Internationalisation (part 2)
In part 1 I talked about internationalised domain names, and how they were mapped onto ASCII strings.
For sending email there are four bits of the message where internationalisation might need to be considered.
- Sender or recipient email address
- Header content, such as the Subject line or the “friendly” name in the To or From
- The visible body of the message
- The web URLs the body of the message links to
Some of these have been standardised for many years, and should already be supported fine by your current software, but others are new or don’t even exist yet, and might cause some new problems.
1. Email Addresses
Right now there’s only (very) experimental support for internationalised email addresses, so it’s not something we need to think about in too much detail right now (RFCs 4952, 5335 and 5336 are a good place to start if you crave detail).
They are coming sooner or later, though, and you might see people trying to use them, at least with non-ascii domain parts, sooner than that. See the ICANN IDN wiki for some example autoresponders.
It’s probably a good idea to start checking whether the bits of your infrastructure that capture, store and report on email addresses handle UTF-8 non-ascii addresses, and to make sure that any new apps you develop support it.
2. Header Content
Non-ascii header content is already well supported by pretty much all of the email infrastructure. Your email composition app most likely supports non-ascii subject lines already. You might want to check whether your address import and mail generation software can handle non-ascii friendly names in the To header, though.
3. Message Body
Again, this is pretty well supported and even if you don’t think you’re using it, you probably are if you’re pasting Word docs into your email.
4. Embedded URLs
Here is where things get interesting.
Internationalised URLs in plain text email
The best you can do in plain text email is to embed the internationalised URL in the plain text part of the message using the right encoding – like this http://例子.測試/ – and hope that the URL is clickable. Many MUAs don’t recognise that as a clickable link and that’s unlikely to change. You may not care, assuming that the vast majority of your recipients are reading an HTML version of your message, but if you have any compliance required links, such as an unsubscription link, it may be safer to use an alternate URL that’s purely ascii.
Internationalised URLs in HTML email
There’s quite a lot of concern in the security community about use of internationalised domain names to create “lookalike” URLs for use in phishing. For instance, pаypal.com contains a cyrillic “а” rather than an ascii “a”, so a phisher could register that domain and convince people it was the real paypal. Wikipedia has more details on the attack, but for our purposes we mostly need to know that spam and phishing filters are likely to be increasingly paranoid about URL usage.
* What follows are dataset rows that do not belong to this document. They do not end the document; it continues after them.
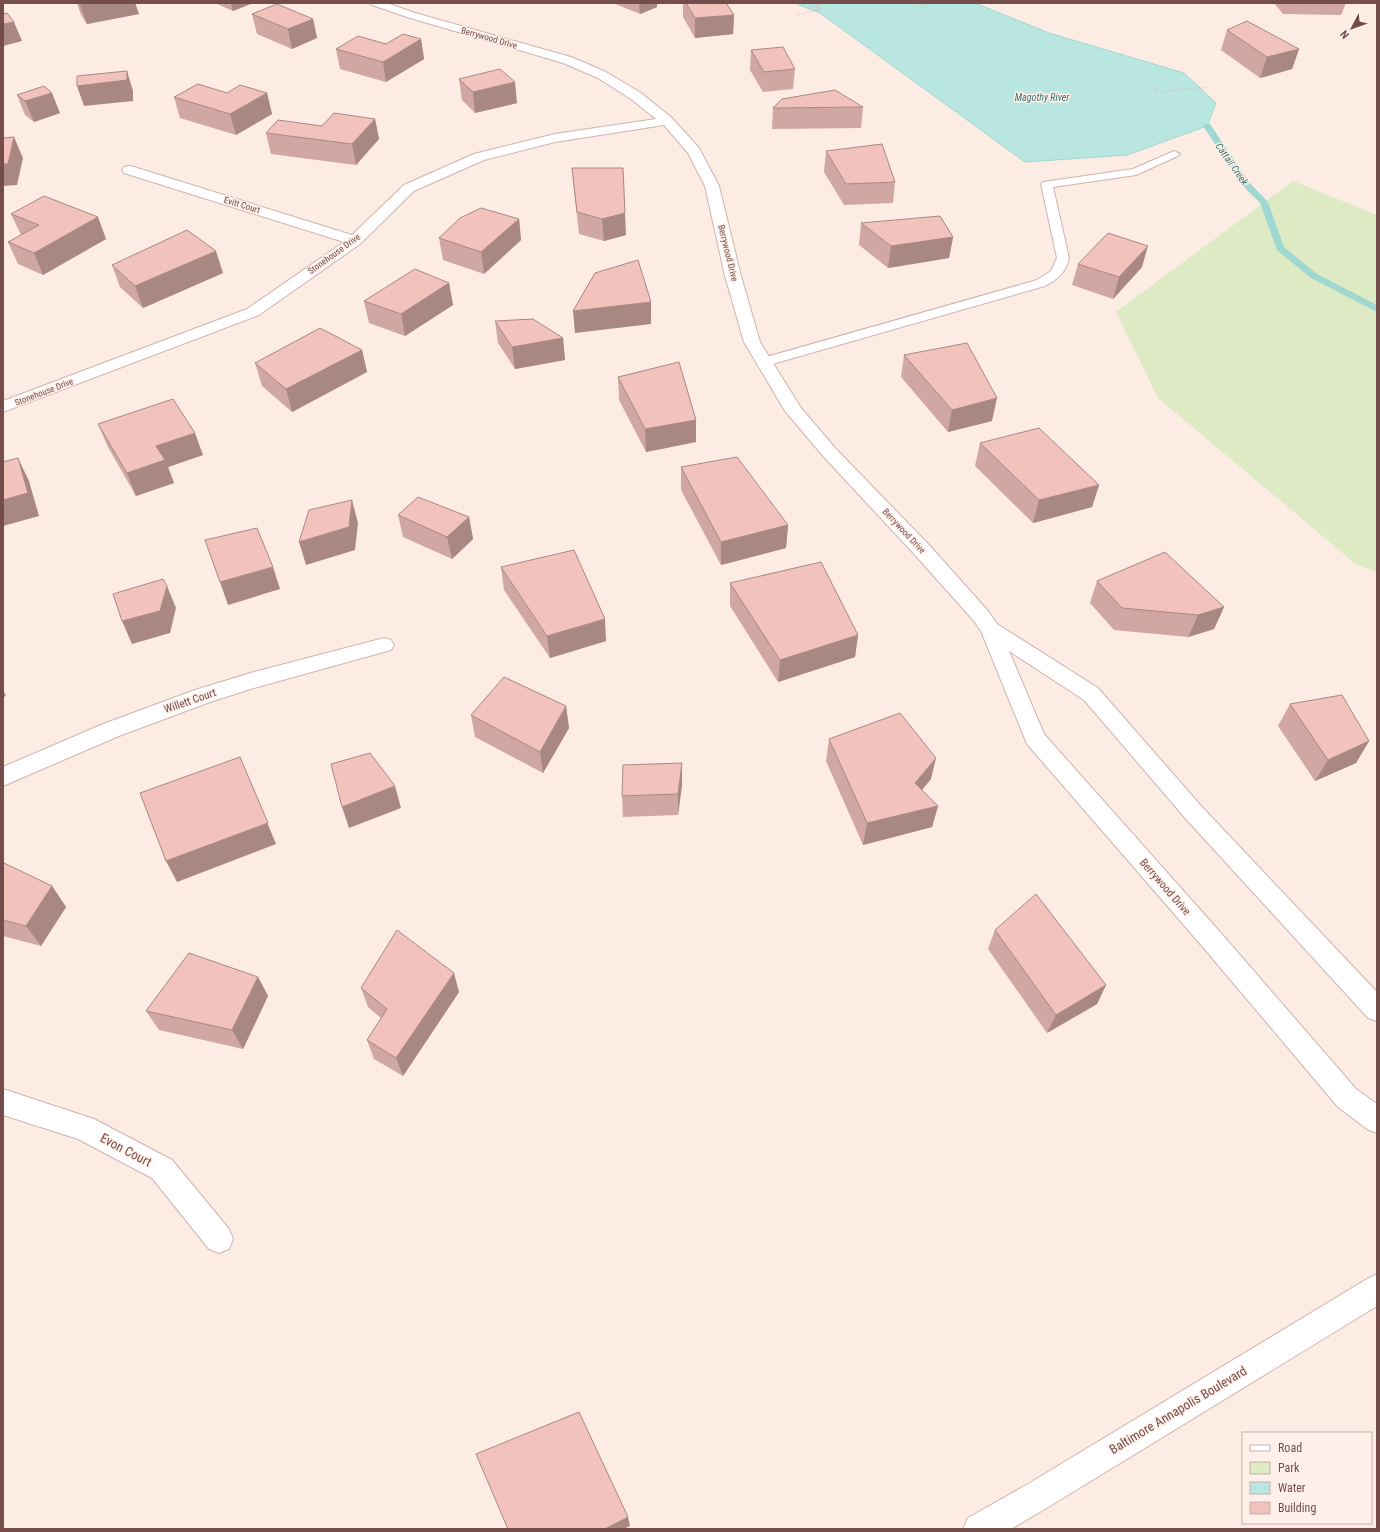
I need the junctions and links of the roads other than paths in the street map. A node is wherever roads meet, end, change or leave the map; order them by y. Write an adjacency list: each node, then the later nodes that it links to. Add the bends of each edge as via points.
1 (376, 3): 2 (street, Berrywood Drive, via 567,60 609,79 636,96)
2 (667, 121): 5 (street, Stonehouse Drive, via 554,138 479,157 409,188); 6 (street, Berrywood Drive, via 694,150 712,186 750,336)
3 (1174, 154): 6 (lane, via 1136,172 1047,184 1063,258 1061,268 1054,276 1041,282)
4 (130, 170): 5 (street, Evitt Court)
5 (355, 241): 7 (street, Stonehouse Drive, via 253,312)
6 (764, 362): 8 (street, Berrywood Drive, via 799,417 927,556)
7 (3, 407)
8 (990, 629): 11 (street, Berrywood Drive, via 1091,694 1194,813); 13 (street, Berrywood Drive, via 1035,738 1347,1098)
9 (384, 644): 10 (street, Willett Court, via 178,704 43,758)
10 (3, 777)
11 (1377, 1010)
12 (3, 1102): 14 (street, Evon Court, via 84,1128 162,1169)
13 (1377, 1120)
14 (219, 1239)
15 (1377, 1289): 16 (street, Baltimore Annapolis Boulevard)
16 (979, 1529)

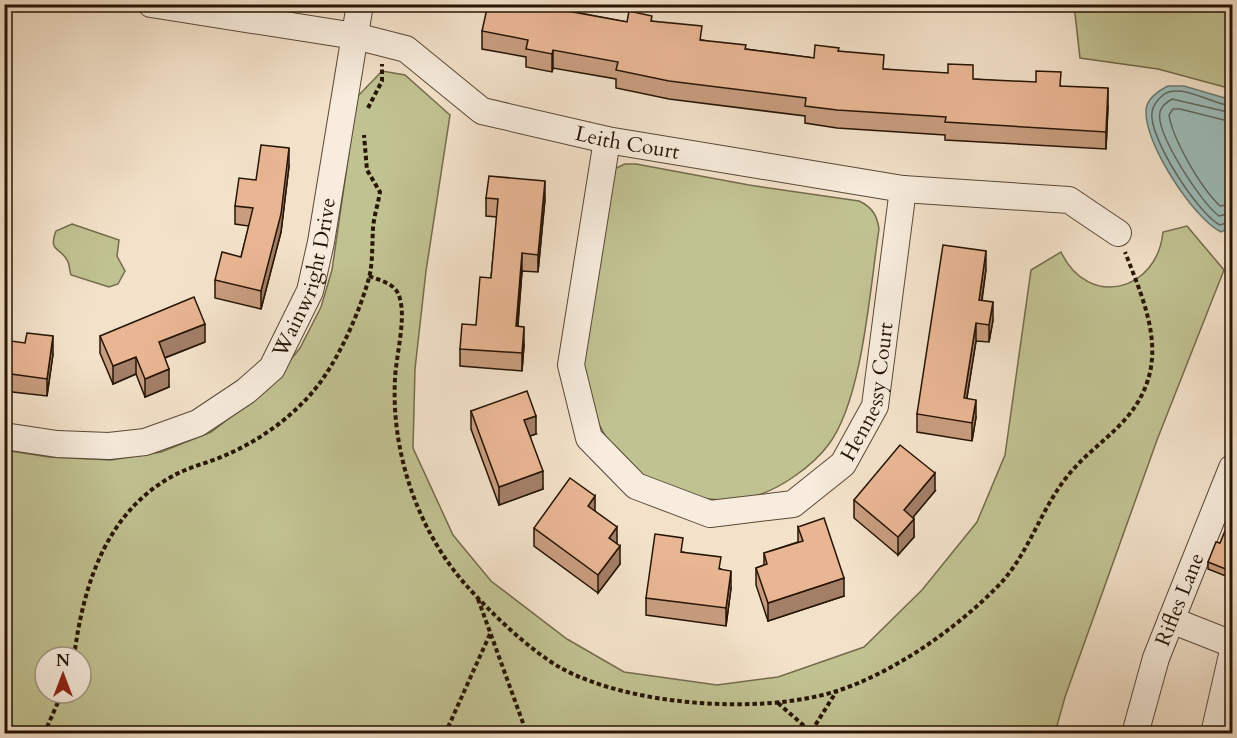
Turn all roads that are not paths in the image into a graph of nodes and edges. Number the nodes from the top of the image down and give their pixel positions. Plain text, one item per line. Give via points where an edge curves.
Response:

There are four main ways you might put an internationalised URL in a message:
- <a href=”http://例子.測試/”>Click here</a>
- <a href=”xn--fsqu00a.xn--g6w251d”>Click here</a>
- <a href=”http://例子.測試/”>http://例子.測試/</a> (or <a href=”http://例子.測試/”>例子.測試</a>)
- <a href=”xn--fsqu00a.xn--g6w251d”>http://例子.測試/</a> (or <a href=”xn--fsqu00a.xn--g6w251d”>例子.測試</a>)
Best practice is already, for ascii links, to use something like the first two examples. That’s because many phishing filters are very suspicious about links where the visible text of the link looks like a URL or a hostname, but it’s different to where the link points at – and even if they’re identical when composed they’ll often be rewritten to be different by click tracking tools used by the ESP sending the mail.
For internationalised URLs that advice is likely to be even better practice, as it’s unclear how any given filter is going to treat the encoding issues and significantly more likely that they’ll consider a link that has a hostname in the visible text to be a sign of phishing. So encourage your users to avoid the third and fourth types.
Which of the first two options is better isn’t clear yet. Format 1 will (probably) give a slightly better user experience as it’s more likely to show the friendly hanzi link rather than the unfriendly encoded link to the user (while hovering over it, for example) but it’s possible that some mail clients may break the first format and work with the second format. I’d go with the first format unless testing with real world mail clients shows problems.
As with the plain text URLs, until there’s enough operational experience to show that internationalised URLs work perfectly in all mail clients it’s probably a good idea to use plain ascii URLs for unsubscribe links and any other compliance required links.
If you’re tracking clicks by routing all the web links in the email through your own webserver that redirects to the customers real website (and almost everyone does that) then you’ll also need to make sure that your click tracking system can handle internationalised URLs.
That means that it’ll have to accept from the user URLs that look like “http://例子.測試/首頁” and display them in that format in reports and statistics to users, but redirect at the HTTP level using a header like “Location: http://xn--fsqu00a.xn--g6w251d/%E9%A6%96%E9%A0%81” where the original UTF-8 URL is encoded in two parts – the hostname in punycode and the rest of the URL in percent encoding.
It will also have to return a valid Content-Type header (typically “Content-Type: text/html; charset=utf-8”) which is something you can get away without doing for simple ASCII redirection, so it may not be handled by your existing software.
More demand for internationalised domain names is coming. Start testing your workflow now, so that you can tell customers “Yes, we support that.” when they start asking for them.